Caring for a tetsubin

One of the tetsubins I have came with its original box, and inside the box are two inserts. One is a list of the artist’s achievements — awards, shows, etc that he has been in (among which was apparently a purchase by the emperor!). The other, though, is rather interesting and which I neglected to read when I got it — it’s about caring for the tetsubin.

The first part of it is rather simple and not worth mentioning, but the last part has four points, which are rather interesting

1) Use pure water, rather than tap water. If you have to use tap water, then you should let it sit for a night before using it — and only skim off the top, not the whole container. The bad stuff, such as whatever chlorine or anything else they use, will sink to the bottom, so they say
2) Use a mild heat to dry the thing out thoroughly after use, and let it sit uncovered for the night so that it doesn’t trap moisture inside. That’s sensible.
3) Use a cotton cloth that’s slightly damp to wipe the outside of the kettle after use, while it’s still warm. That I didn’t think about at all
4) Never use it on a gas stove, it’ll crack the damn thing.
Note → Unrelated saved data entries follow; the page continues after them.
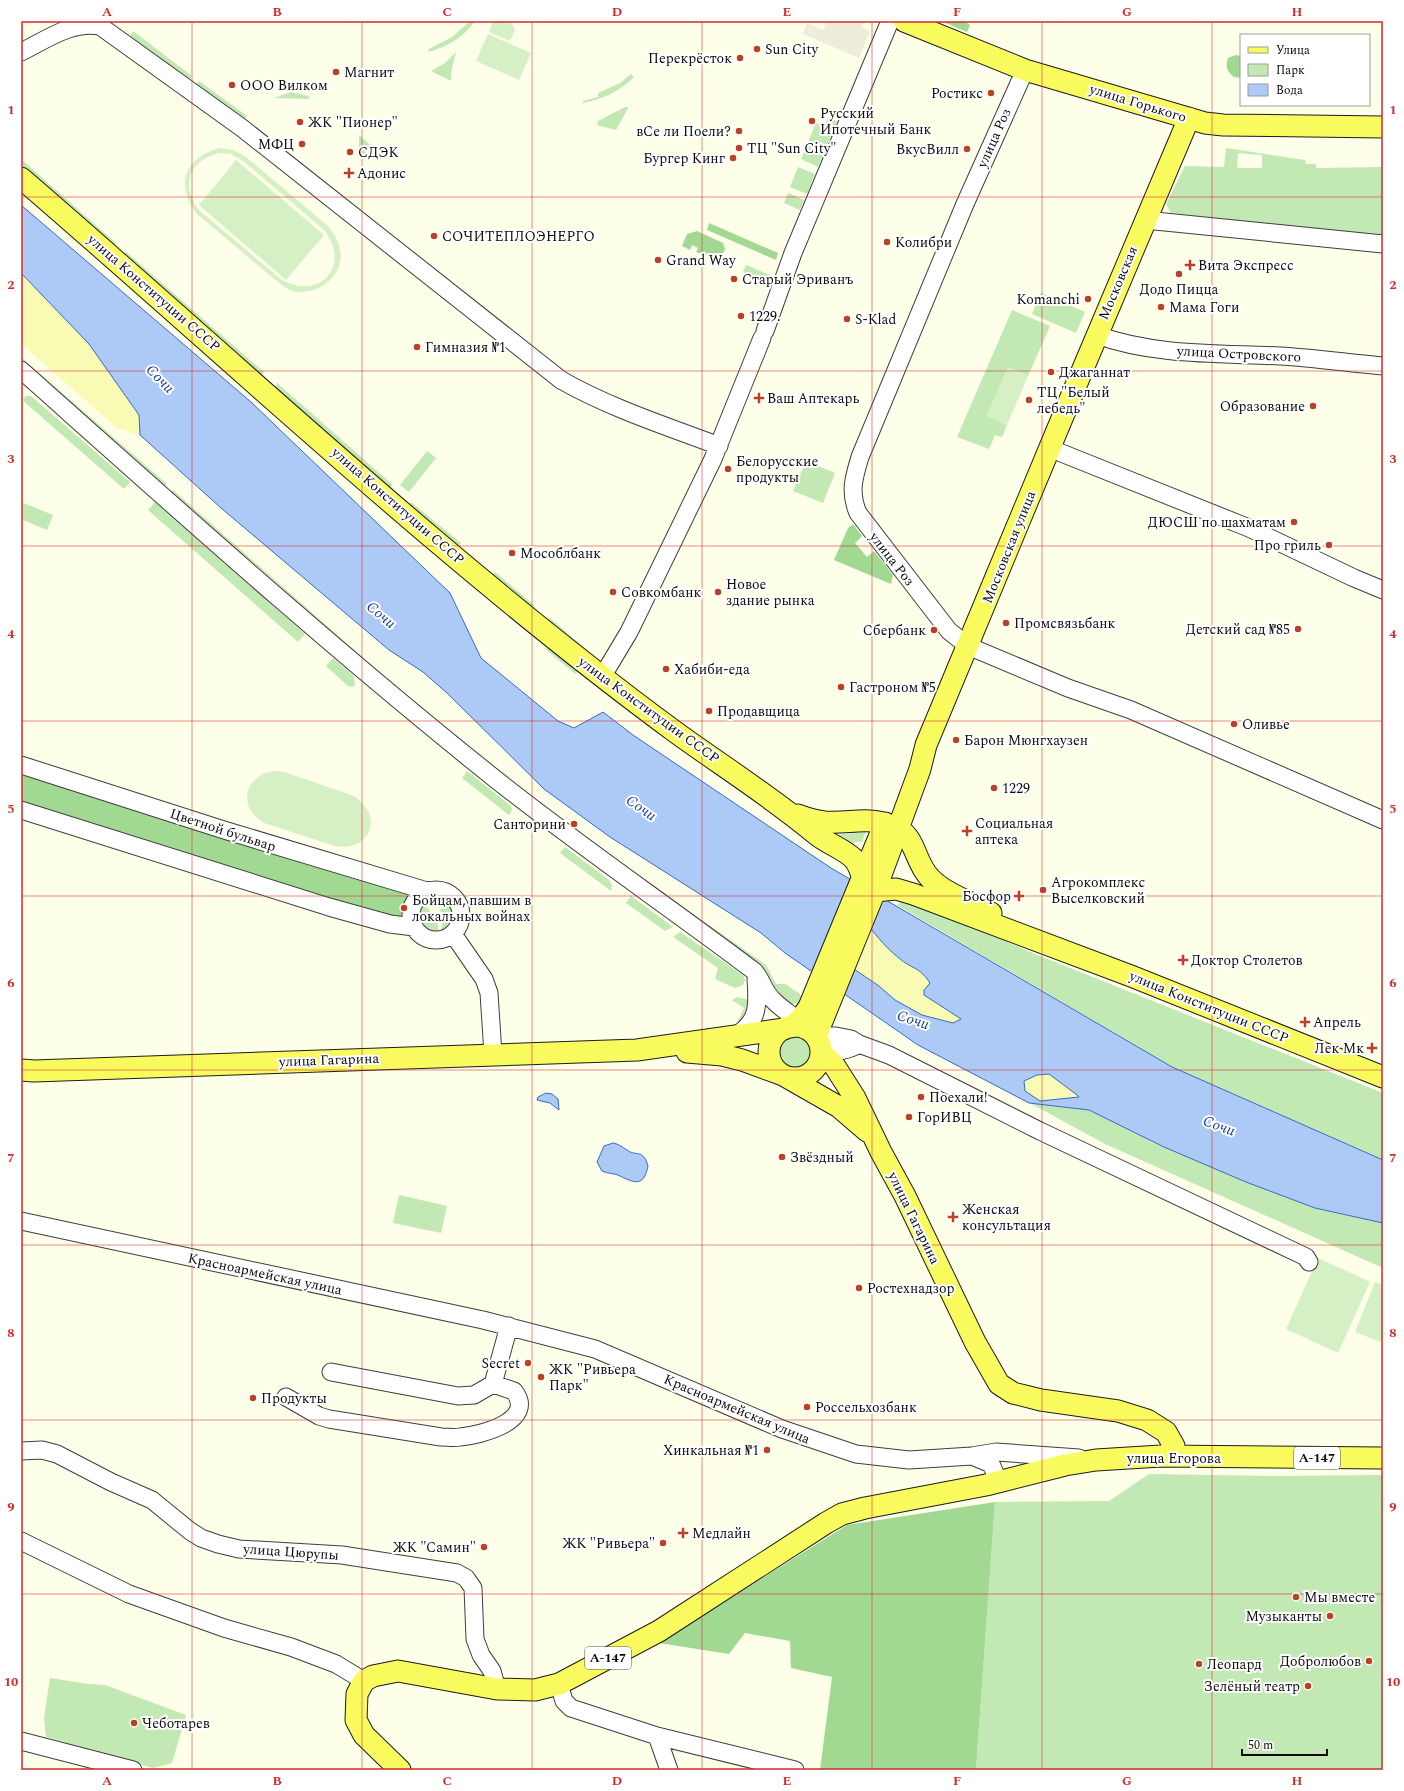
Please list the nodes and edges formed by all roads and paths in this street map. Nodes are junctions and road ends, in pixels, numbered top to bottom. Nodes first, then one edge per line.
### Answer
1 (890, 21) edge
2 (904, 21) edge
3 (21, 52) edge
4 (1025, 70) junction
5 (1188, 118) junction
6 (1383, 127) edge
7 (21, 178) edge
8 (1145, 220) junction
9 (1383, 244) edge
10 (1097, 334) junction
11 (1383, 366) edge
12 (21, 370) edge
13 (719, 446) junction
14 (1049, 448) junction
15 (1383, 590) edge
16 (968, 646) junction
17 (602, 677) junction
18 (21, 765) edge
19 (21, 810) edge
20 (792, 813) junction
21 (1383, 820) edge
22 (892, 826) junction
23 (866, 885) junction
24 (427, 891) junction
25 (414, 927) junction
26 (453, 934) junction
27 (1034, 938) junction
28 (756, 973) junction
29 (817, 999) junction
30 (781, 1007) junction
31 (795, 1034) junction
32 (733, 1037) junction
33 (637, 1050) junction
34 (493, 1054) junction
35 (21, 1070) edge
36 (783, 1075) junction
37 (1383, 1077) edge
38 (874, 1137) junction
39 (21, 1221) edge
40 (1309, 1262) dead end
41 (508, 1326) junction
42 (331, 1372) dead end
43 (493, 1384) junction
44 (286, 1397) dead end
45 (21, 1451) edge
46 (972, 1456) junction
47 (1174, 1456) junction
48 (1383, 1458) edge
49 (1096, 1460) junction
50 (992, 1483) junction
51 (21, 1541) edge
52 (364, 1681) junction
53 (559, 1684) junction
54 (497, 1689) junction
55 (657, 1736) junction
56 (21, 1741) edge
57 (133, 1770) edge
58 (400, 1770) edge
59 (669, 1770) edge
60 (795, 1770) edge

1 - 13 street
2 - 4 main road, улица Горького
3 - 13 street
4 - 5 main road, улица Горького
4 - 16 street, улица Роз
5 - 6 main road, улица Горького
5 - 8 main road, Московская
7 - 17 main road, улица Конституции СССР
8 - 9 street
8 - 10 main road, Московская
10 - 11 street, улица Островского
10 - 14 main road, Московская
12 - 28 street
13 - 17 street
14 - 15 street
14 - 16 main road, Московская улица
16 - 21 street, улица Роз
16 - 22 main road, Московская улица
17 - 20 main road, улица Конституции СССР
18 - 24 street, Цветной бульвар
19 - 25 street
20 - 22 main road
20 - 23 main road
22 - 23 main road, Московская улица
22 - 27 main road
23 - 27 main road
23 - 29 main road, Московская улица
24 - 25 street
24 - 26 street
25 - 26 street
26 - 34 street
27 - 37 main road, улица Конституции СССР
28 - 30 street
28 - 31 street
28 - 32 street
29 - 30 street
29 - 31 main road, Московская улица
30 - 31 street
31 - 32 main road
31 - 36 main road
31 - 36 main road
31 - 38 main road, улица Гагарина
31 - 40 street
32 - 33 main road
33 - 34 main road, улица Гагарина
33 - 36 main road
34 - 35 main road, улица Гагарина
36 - 38 main road
38 - 47 main road, улица Гагарина
39 - 41 street, Красноармейская улица
41 - 43 street
41 - 46 street, Красноармейская улица
42 - 43 street
43 - 44 street
45 - 54 street, улица Цюрупы
46 - 49 street, А-147
46 - 50 street
47 - 48 main road, улица Егорова / А-147
47 - 49 main road, улица Егорова / А-147
49 - 50 main road, А-147
50 - 53 main road, А-147
51 - 52 street
52 - 54 main road, А-147
52 - 58 main road
53 - 54 main road, А-147
53 - 55 street
55 - 59 street
55 - 60 street
56 - 57 street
I wonder what the damp cloth will do. Maybe I should try doing that from now on.


Comments

Caring for a tetsubin — 3 Comments

  1. My guess about the cloth (and it’s only that) is that a slightly dampened cloth can often be more absorbent than one that is 100% dry.
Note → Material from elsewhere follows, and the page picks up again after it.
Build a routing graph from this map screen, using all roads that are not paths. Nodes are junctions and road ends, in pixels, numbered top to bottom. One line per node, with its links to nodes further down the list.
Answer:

    I’ve noticed this particularly in the case of linen tea towels, but it’s probably true of cotton as well.

    Good advice about leaving the tetsubin uncovered for the night. I haven’t always done that – will have to start!

  2. I’ve always used my tetsubin on a gas stove and am careful to dry it with a soft cloth and to leave the lid off at night. Are you perhaps referring to the tetsubins only used for brewing, not the kettle types? Eileen

  3. No, this is kettle

    I think the reason they say this is because if the water level is low, the chance of cracking is higher. Gas (and electric, I’m guessing) heat up a small area of the pot a lot, while the surrounding areas are not nearly as hot if you get away from it a little… which means potential problems?

    It also depends on the stove, I’d imagine…. some heat evenly, others don’t. I’ve definitely used stoves that don’t heat evenly when I tried to cook… it’s annoying.